- Provided data:
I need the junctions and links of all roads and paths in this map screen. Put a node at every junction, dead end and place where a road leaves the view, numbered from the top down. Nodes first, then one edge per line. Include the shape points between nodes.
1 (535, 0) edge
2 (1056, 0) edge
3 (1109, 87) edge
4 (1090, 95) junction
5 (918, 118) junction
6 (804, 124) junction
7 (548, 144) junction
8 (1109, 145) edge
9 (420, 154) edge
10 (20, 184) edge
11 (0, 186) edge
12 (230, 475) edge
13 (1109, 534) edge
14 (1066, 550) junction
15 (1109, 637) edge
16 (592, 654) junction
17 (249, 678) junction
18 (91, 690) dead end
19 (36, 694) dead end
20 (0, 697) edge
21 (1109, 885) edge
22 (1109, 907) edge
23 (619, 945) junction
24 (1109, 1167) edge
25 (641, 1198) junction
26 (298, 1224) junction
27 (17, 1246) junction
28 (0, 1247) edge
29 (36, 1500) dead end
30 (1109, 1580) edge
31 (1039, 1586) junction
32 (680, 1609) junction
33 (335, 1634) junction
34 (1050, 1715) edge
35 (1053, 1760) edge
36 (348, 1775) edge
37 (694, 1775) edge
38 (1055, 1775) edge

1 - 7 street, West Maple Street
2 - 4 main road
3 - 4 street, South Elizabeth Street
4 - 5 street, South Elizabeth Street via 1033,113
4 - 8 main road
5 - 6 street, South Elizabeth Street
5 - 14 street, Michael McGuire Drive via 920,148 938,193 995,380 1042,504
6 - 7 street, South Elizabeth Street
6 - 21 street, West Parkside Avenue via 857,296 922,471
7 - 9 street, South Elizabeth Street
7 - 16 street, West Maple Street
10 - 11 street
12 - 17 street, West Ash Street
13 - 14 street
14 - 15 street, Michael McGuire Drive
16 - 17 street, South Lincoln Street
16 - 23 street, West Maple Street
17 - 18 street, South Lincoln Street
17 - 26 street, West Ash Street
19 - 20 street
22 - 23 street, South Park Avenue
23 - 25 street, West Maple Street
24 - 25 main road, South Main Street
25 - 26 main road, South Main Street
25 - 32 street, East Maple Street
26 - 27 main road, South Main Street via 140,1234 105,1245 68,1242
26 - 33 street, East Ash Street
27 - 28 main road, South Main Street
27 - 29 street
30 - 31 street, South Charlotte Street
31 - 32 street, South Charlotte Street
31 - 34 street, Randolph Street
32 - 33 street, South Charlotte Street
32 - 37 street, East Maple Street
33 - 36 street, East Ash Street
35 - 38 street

- Problem: Copy each line from the records above that includes the string "Maple".

- Task response:
1 - 7 street, West Maple Street
7 - 16 street, West Maple Street
16 - 23 street, West Maple Street
23 - 25 street, West Maple Street
25 - 32 street, East Maple Street
32 - 37 street, East Maple Street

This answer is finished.